Top of Task data

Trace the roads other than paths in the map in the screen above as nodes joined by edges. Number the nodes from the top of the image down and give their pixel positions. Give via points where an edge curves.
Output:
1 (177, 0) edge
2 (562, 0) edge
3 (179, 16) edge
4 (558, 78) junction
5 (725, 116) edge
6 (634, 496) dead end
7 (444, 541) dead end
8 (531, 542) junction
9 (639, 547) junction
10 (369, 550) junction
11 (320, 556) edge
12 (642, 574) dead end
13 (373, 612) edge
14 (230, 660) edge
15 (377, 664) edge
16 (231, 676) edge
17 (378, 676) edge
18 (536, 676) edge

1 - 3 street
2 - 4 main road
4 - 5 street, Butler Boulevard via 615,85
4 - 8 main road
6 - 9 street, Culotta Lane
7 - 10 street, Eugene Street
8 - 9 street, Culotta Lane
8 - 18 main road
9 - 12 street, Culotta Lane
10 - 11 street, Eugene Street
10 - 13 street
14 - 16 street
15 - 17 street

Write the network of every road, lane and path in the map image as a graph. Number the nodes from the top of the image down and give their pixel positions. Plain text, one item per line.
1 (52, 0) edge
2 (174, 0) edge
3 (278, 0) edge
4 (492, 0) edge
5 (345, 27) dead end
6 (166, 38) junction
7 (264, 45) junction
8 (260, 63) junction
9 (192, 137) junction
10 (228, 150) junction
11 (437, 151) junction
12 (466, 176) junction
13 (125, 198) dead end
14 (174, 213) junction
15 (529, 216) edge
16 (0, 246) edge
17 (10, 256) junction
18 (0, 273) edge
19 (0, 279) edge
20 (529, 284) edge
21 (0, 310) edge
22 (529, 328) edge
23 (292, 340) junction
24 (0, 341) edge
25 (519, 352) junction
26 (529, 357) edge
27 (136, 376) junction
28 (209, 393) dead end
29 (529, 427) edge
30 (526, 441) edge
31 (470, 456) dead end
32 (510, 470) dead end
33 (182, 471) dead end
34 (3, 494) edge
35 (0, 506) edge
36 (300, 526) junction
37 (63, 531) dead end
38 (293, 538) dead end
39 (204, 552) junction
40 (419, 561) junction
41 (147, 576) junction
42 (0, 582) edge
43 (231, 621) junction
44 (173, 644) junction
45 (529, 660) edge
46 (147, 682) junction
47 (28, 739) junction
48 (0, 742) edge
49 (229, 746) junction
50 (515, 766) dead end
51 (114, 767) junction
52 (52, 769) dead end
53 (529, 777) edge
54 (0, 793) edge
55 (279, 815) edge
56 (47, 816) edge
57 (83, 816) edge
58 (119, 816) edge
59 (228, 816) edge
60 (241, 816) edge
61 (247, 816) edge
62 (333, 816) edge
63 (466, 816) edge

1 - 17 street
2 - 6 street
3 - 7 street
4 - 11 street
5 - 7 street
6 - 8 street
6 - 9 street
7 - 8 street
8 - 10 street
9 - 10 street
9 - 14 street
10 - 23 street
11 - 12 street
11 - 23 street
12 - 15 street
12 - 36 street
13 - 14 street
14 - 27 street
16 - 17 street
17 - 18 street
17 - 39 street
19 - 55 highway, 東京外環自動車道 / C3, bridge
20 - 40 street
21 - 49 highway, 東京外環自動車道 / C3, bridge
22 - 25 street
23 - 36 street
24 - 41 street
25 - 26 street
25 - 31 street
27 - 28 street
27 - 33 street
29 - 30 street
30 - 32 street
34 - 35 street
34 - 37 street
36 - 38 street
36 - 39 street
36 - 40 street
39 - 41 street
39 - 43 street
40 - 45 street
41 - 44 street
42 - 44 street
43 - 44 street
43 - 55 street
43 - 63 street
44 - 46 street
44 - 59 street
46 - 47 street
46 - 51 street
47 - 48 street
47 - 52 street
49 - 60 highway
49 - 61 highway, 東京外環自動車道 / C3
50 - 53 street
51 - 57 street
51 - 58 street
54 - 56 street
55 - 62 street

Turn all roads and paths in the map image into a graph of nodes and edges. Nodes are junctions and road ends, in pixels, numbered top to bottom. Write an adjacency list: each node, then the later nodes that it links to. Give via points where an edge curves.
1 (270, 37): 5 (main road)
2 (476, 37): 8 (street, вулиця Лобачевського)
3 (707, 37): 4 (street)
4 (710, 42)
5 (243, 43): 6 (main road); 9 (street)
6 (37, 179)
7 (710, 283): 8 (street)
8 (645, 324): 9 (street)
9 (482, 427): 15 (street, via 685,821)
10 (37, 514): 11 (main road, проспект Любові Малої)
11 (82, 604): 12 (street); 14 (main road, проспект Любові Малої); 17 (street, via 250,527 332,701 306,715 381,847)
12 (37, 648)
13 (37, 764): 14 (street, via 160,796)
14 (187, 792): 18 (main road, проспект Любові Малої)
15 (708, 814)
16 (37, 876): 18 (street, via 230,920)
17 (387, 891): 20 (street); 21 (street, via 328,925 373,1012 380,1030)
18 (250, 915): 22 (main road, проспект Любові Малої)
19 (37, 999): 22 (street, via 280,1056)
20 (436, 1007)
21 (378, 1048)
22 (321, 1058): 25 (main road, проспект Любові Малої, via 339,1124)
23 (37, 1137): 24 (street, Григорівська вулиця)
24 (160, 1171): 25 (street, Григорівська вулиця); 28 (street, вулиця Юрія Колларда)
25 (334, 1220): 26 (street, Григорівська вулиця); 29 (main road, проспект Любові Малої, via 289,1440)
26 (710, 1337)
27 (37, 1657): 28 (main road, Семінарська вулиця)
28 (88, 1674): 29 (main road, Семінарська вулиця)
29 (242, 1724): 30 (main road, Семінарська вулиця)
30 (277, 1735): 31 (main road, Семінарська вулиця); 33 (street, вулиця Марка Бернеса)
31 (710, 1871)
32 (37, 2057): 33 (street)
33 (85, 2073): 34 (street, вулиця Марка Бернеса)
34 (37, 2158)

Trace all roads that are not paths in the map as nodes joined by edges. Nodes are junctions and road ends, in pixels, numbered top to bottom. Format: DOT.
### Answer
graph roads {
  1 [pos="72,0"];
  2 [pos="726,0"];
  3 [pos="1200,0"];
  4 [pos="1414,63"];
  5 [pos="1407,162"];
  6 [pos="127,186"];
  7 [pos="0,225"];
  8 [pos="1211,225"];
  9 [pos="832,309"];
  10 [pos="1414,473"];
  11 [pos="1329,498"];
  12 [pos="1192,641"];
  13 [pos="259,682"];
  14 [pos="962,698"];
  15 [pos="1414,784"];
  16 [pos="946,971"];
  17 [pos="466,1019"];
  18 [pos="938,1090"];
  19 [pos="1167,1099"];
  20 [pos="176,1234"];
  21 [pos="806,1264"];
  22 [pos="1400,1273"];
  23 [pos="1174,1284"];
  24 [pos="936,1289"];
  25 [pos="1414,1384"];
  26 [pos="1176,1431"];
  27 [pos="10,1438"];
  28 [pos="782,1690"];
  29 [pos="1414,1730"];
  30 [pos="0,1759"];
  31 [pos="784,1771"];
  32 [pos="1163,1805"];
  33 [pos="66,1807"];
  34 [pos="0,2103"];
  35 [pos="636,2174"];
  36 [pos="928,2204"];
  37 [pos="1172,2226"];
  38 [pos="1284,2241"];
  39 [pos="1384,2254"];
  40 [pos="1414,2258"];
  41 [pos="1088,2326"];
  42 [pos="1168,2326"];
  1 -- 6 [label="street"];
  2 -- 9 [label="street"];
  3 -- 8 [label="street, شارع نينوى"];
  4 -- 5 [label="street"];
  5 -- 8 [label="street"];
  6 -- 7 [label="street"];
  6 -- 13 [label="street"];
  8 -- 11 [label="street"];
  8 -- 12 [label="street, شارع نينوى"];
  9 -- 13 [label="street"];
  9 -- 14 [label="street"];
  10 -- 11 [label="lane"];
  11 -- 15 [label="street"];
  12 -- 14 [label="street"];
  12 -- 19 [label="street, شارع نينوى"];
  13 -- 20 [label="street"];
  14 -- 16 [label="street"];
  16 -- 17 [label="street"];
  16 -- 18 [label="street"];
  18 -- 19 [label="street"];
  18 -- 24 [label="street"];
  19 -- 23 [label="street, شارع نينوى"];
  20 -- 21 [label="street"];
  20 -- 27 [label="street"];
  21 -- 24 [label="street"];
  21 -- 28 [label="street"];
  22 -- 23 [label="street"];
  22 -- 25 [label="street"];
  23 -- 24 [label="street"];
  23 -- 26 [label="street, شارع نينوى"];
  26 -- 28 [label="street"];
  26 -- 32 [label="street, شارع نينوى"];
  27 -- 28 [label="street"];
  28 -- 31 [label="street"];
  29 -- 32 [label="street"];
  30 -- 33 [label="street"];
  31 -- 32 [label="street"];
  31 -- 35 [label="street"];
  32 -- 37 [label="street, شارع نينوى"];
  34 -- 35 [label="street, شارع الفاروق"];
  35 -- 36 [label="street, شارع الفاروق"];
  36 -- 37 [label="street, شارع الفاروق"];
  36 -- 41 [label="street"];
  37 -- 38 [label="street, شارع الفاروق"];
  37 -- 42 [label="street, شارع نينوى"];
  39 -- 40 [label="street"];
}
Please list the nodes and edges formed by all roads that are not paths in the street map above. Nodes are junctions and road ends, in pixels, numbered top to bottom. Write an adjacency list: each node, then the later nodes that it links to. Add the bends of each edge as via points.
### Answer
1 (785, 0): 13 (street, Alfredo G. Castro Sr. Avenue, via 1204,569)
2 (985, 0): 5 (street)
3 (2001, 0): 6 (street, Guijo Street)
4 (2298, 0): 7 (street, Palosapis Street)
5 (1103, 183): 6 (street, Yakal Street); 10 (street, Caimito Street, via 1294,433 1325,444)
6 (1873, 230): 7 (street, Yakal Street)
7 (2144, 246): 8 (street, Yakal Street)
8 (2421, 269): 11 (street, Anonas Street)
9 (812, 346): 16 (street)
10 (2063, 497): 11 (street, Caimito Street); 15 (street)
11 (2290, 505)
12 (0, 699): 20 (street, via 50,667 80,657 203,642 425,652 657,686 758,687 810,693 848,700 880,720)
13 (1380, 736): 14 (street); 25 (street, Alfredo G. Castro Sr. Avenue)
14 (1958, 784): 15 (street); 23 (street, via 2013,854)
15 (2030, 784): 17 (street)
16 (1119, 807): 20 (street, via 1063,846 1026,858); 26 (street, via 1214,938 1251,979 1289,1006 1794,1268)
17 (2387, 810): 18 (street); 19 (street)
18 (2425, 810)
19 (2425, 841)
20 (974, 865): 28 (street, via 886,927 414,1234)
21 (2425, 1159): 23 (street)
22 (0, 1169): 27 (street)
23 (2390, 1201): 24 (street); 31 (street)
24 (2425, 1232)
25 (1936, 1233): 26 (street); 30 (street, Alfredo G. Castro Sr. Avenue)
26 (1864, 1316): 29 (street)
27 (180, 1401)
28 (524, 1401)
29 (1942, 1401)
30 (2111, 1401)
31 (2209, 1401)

Bottom of Task data

From the records, determine the number of lines holding the word "graph", and state that number only.

Solution to the problem. 3